### What to produce
Every record below should be written out exactly; pictures stay out.

### Exercise data
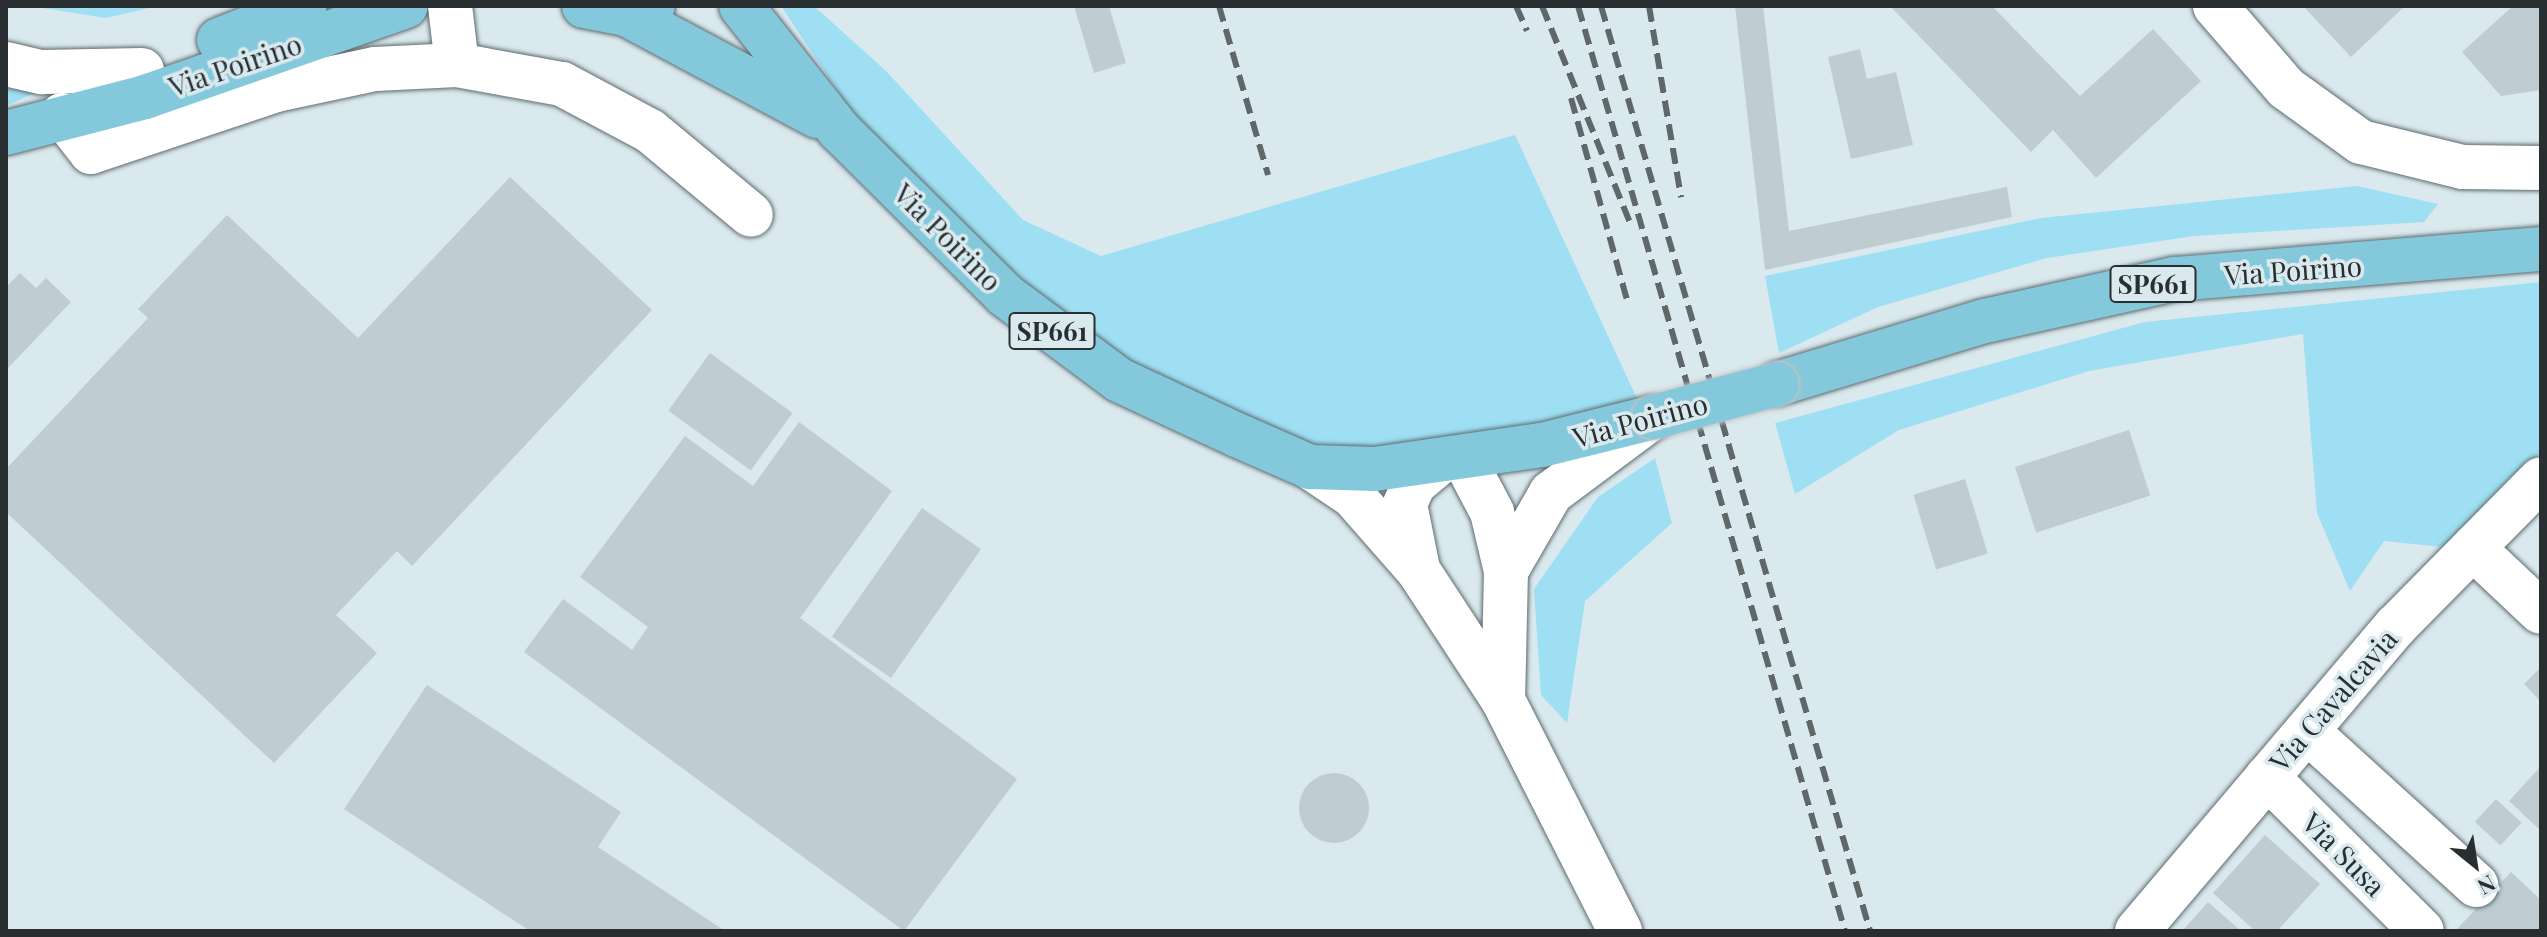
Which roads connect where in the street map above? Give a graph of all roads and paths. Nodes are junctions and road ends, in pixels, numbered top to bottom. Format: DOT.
graph roads {
  1 [pos="305,6"];
  2 [pos="406,6"];
  3 [pos="450,6"];
  4 [pos="584,6"];
  5 [pos="741,6"];
  6 [pos="2218,7"];
  7 [pos="640,10"];
  8 [pos="6,64"];
  9 [pos="457,65"];
  10 [pos="142,70"];
  11 [pos="62,115"];
  12 [pos="839,130"];
  13 [pos="6,133"];
  14 [pos="2541,168"];
  15 [pos="751,215"];
  16 [pos="2541,249"];
  17 [pos="1654,417"];
  18 [pos="1452,461"];
  19 [pos="1310,467"];
  20 [pos="2541,479"];
  21 [pos="2473,548"];
  22 [pos="1418,570"];
  23 [pos="1506,571"];
  24 [pos="2541,612"];
  25 [pos="1503,700"];
  26 [pos="2307,731"];
  27 [pos="2267,777"];
  28 [pos="2476,885"];
  29 [pos="1620,931"];
  30 [pos="2137,931"];
  31 [pos="2422,931"];
  1 -- 10 [label="main road, Via Poirino"];
  2 -- 11 [label="main road, Via Poirino"];
  3 -- 9 [label="street"];
  4 -- 7 [label="main road, Via Poirino / SP661"];
  5 -- 12 [label="main road, Via Poirino / SP661"];
  6 -- 14 [label="street"];
  7 -- 12 [label="main road, Via Poirino / SP661"];
  8 -- 10 [label="street"];
  9 -- 11 [label="street"];
  9 -- 15 [label="street"];
  10 -- 11 [label="main road, Via Poirino"];
  11 -- 13 [label="main road, Via Poirino"];
  12 -- 19 [label="main road, Via Poirino / SP661"];
  16 -- 17 [label="main road, Via Poirino / SP661, bridge"];
  17 -- 18 [label="main road, Via Poirino / SP661"];
  17 -- 23 [label="street"];
  18 -- 19 [label="main road, Via Poirino / SP661"];
  18 -- 22 [label="street"];
  18 -- 23 [label="street"];
  19 -- 22 [label="street"];
  20 -- 21 [label="street, Via Cavalcavia"];
  21 -- 24 [label="street"];
  21 -- 26 [label="street, Via Cavalcavia"];
  22 -- 25 [label="street"];
  23 -- 25 [label="street"];
  25 -- 29 [label="street"];
  26 -- 27 [label="street, Via Cavalcavia"];
  26 -- 28 [label="street"];
  27 -- 30 [label="street, Via Cavalcavia"];
  27 -- 31 [label="street, Via Susa"];
}
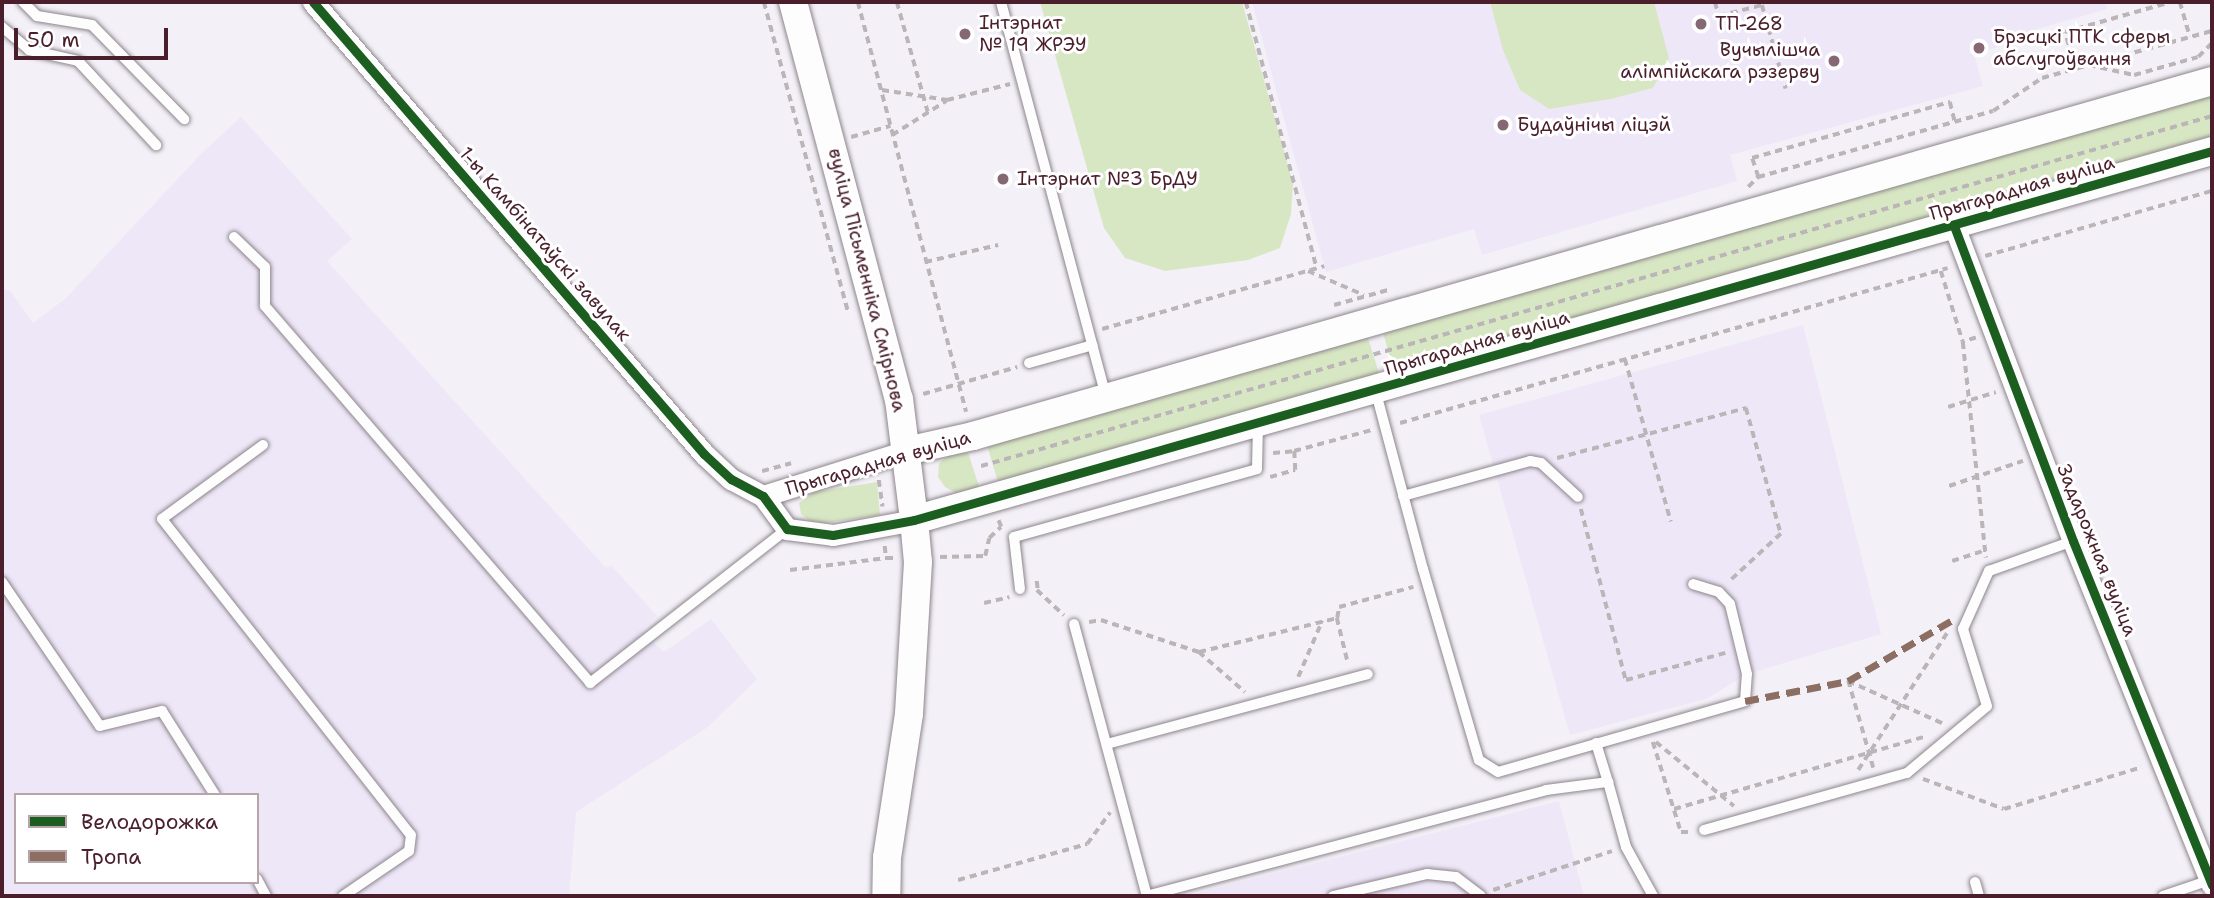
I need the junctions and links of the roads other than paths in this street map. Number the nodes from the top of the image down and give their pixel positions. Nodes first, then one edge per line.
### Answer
1 (23, 2) edge
2 (313, 2) edge
3 (793, 2) edge
4 (1001, 2) edge
5 (2, 27) edge
6 (2212, 80) edge
7 (184, 119) dead end
8 (156, 145) dead end
9 (2212, 151) edge
10 (1954, 226) junction
11 (234, 237) dead end
12 (1093, 345) junction
13 (1029, 363) dead end
14 (1376, 389) junction
15 (1106, 397) junction
16 (1258, 423) junction
17 (263, 444) dead end
18 (906, 451) junction
19 (763, 496) junction
20 (1403, 496) junction
21 (1578, 497) road end
22 (914, 520) junction
23 (787, 529) junction
24 (2073, 541) junction
25 (2, 582) edge
26 (1693, 584) dead end
27 (1021, 592) road end
28 (1074, 624) road end
29 (1368, 674) dead end
30 (1596, 743) junction
31 (1107, 744) junction
32 (1608, 782) junction
33 (214, 793) edge
34 (1704, 830) road end
35 (1975, 882) dead end
36 (2211, 883) edge
37 (1481, 895) edge
38 (343, 896) edge
39 (886, 896) edge
40 (1146, 896) edge
41 (1333, 896) edge
42 (1653, 896) edge
43 (1979, 896) edge
44 (2163, 896) edge

1 - 7 lane
2 - 19 street, 1-ы Камбінатаўскі завулак
3 - 18 street, вуліца Пісьменніка Смірнова
4 - 12 lane
5 - 8 lane
6 - 15 street, Прыгарадная вуліца
9 - 10 street, Прыгарадная вуліца
10 - 14 street, Прыгарадная вуліца
10 - 24 street, Задарожная вуліца
11 - 23 lane
12 - 13 lane
12 - 15 lane
14 - 16 street, Прыгарадная вуліца
14 - 20 lane
15 - 18 street, Прыгарадная вуліца
16 - 22 street, Прыгарадная вуліца
16 - 27 lane
17 - 38 lane
18 - 19 street, Прыгарадная вуліца
18 - 22 street, вуліца Пісьменніка Смірнова
19 - 23 street, Прыгарадная вуліца
20 - 21 lane
20 - 30 lane
22 - 23 street, Прыгарадная вуліца
22 - 39 street, вуліца Пісьменніка Смірнова
24 - 34 lane
24 - 36 street, Задарожная вуліца
25 - 33 lane
26 - 30 lane
28 - 31 lane
29 - 31 lane
30 - 32 lane
31 - 40 lane
32 - 40 lane
32 - 42 lane
35 - 43 lane
36 - 44 lane
37 - 41 lane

### Reply to the task
Which roads connect where in the street map above? Give a graph of all roads and paths. Nodes are junctions and road ends, in pixels, numbered top to bottom. Format: DOT.
graph roads {
  1 [pos="305,6"];
  2 [pos="406,6"];
  3 [pos="450,6"];
  4 [pos="584,6"];
  5 [pos="741,6"];
  6 [pos="2218,7"];
  7 [pos="640,10"];
  8 [pos="6,64"];
  9 [pos="457,65"];
  10 [pos="142,70"];
  11 [pos="62,115"];
  12 [pos="839,130"];
  13 [pos="6,133"];
  14 [pos="2541,168"];
  15 [pos="751,215"];
  16 [pos="2541,249"];
  17 [pos="1654,417"];
  18 [pos="1452,461"];
  19 [pos="1310,467"];
  20 [pos="2541,479"];
  21 [pos="2473,548"];
  22 [pos="1418,570"];
  23 [pos="1506,571"];
  24 [pos="2541,612"];
  25 [pos="1503,700"];
  26 [pos="2307,731"];
  27 [pos="2267,777"];
  28 [pos="2476,885"];
  29 [pos="1620,931"];
  30 [pos="2137,931"];
  31 [pos="2422,931"];
  1 -- 10 [label="main road, Via Poirino"];
  2 -- 11 [label="main road, Via Poirino"];
  3 -- 9 [label="street"];
  4 -- 7 [label="main road, Via Poirino / SP661"];
  5 -- 12 [label="main road, Via Poirino / SP661"];
  6 -- 14 [label="street"];
  7 -- 12 [label="main road, Via Poirino / SP661"];
  8 -- 10 [label="street"];
  9 -- 11 [label="street"];
  9 -- 15 [label="street"];
  10 -- 11 [label="main road, Via Poirino"];
  11 -- 13 [label="main road, Via Poirino"];
  12 -- 19 [label="main road, Via Poirino / SP661"];
  16 -- 17 [label="main road, Via Poirino / SP661, bridge"];
  17 -- 18 [label="main road, Via Poirino / SP661"];
  17 -- 23 [label="street"];
  18 -- 19 [label="main road, Via Poirino / SP661"];
  18 -- 22 [label="street"];
  18 -- 23 [label="street"];
  19 -- 22 [label="street"];
  20 -- 21 [label="street, Via Cavalcavia"];
  21 -- 24 [label="street"];
  21 -- 26 [label="street, Via Cavalcavia"];
  22 -- 25 [label="street"];
  23 -- 25 [label="street"];
  25 -- 29 [label="street"];
  26 -- 27 [label="street, Via Cavalcavia"];
  26 -- 28 [label="street"];
  27 -- 30 [label="street, Via Cavalcavia"];
  27 -- 31 [label="street, Via Susa"];
}
I need the junctions and links of the roads other than paths in this street map. Number the nodes from the top of the image down and give their pixel positions. Nodes first, then one edge per line.
### Answer
1 (23, 2) edge
2 (313, 2) edge
3 (793, 2) edge
4 (1001, 2) edge
5 (2, 27) edge
6 (2212, 80) edge
7 (184, 119) dead end
8 (156, 145) dead end
9 (2212, 151) edge
10 (1954, 226) junction
11 (234, 237) dead end
12 (1093, 345) junction
13 (1029, 363) dead end
14 (1376, 389) junction
15 (1106, 397) junction
16 (1258, 423) junction
17 (263, 444) dead end
18 (906, 451) junction
19 (763, 496) junction
20 (1403, 496) junction
21 (1578, 497) road end
22 (914, 520) junction
23 (787, 529) junction
24 (2073, 541) junction
25 (2, 582) edge
26 (1693, 584) dead end
27 (1021, 592) road end
28 (1074, 624) road end
29 (1368, 674) dead end
30 (1596, 743) junction
31 (1107, 744) junction
32 (1608, 782) junction
33 (214, 793) edge
34 (1704, 830) road end
35 (1975, 882) dead end
36 (2211, 883) edge
37 (1481, 895) edge
38 (343, 896) edge
39 (886, 896) edge
40 (1146, 896) edge
41 (1333, 896) edge
42 (1653, 896) edge
43 (1979, 896) edge
44 (2163, 896) edge

1 - 7 lane
2 - 19 street, 1-ы Камбінатаўскі завулак
3 - 18 street, вуліца Пісьменніка Смірнова
4 - 12 lane
5 - 8 lane
6 - 15 street, Прыгарадная вуліца
9 - 10 street, Прыгарадная вуліца
10 - 14 street, Прыгарадная вуліца
10 - 24 street, Задарожная вуліца
11 - 23 lane
12 - 13 lane
12 - 15 lane
14 - 16 street, Прыгарадная вуліца
14 - 20 lane
15 - 18 street, Прыгарадная вуліца
16 - 22 street, Прыгарадная вуліца
16 - 27 lane
17 - 38 lane
18 - 19 street, Прыгарадная вуліца
18 - 22 street, вуліца Пісьменніка Смірнова
19 - 23 street, Прыгарадная вуліца
20 - 21 lane
20 - 30 lane
22 - 23 street, Прыгарадная вуліца
22 - 39 street, вуліца Пісьменніка Смірнова
24 - 34 lane
24 - 36 street, Задарожная вуліца
25 - 33 lane
26 - 30 lane
28 - 31 lane
29 - 31 lane
30 - 32 lane
31 - 40 lane
32 - 40 lane
32 - 42 lane
35 - 43 lane
36 - 44 lane
37 - 41 lane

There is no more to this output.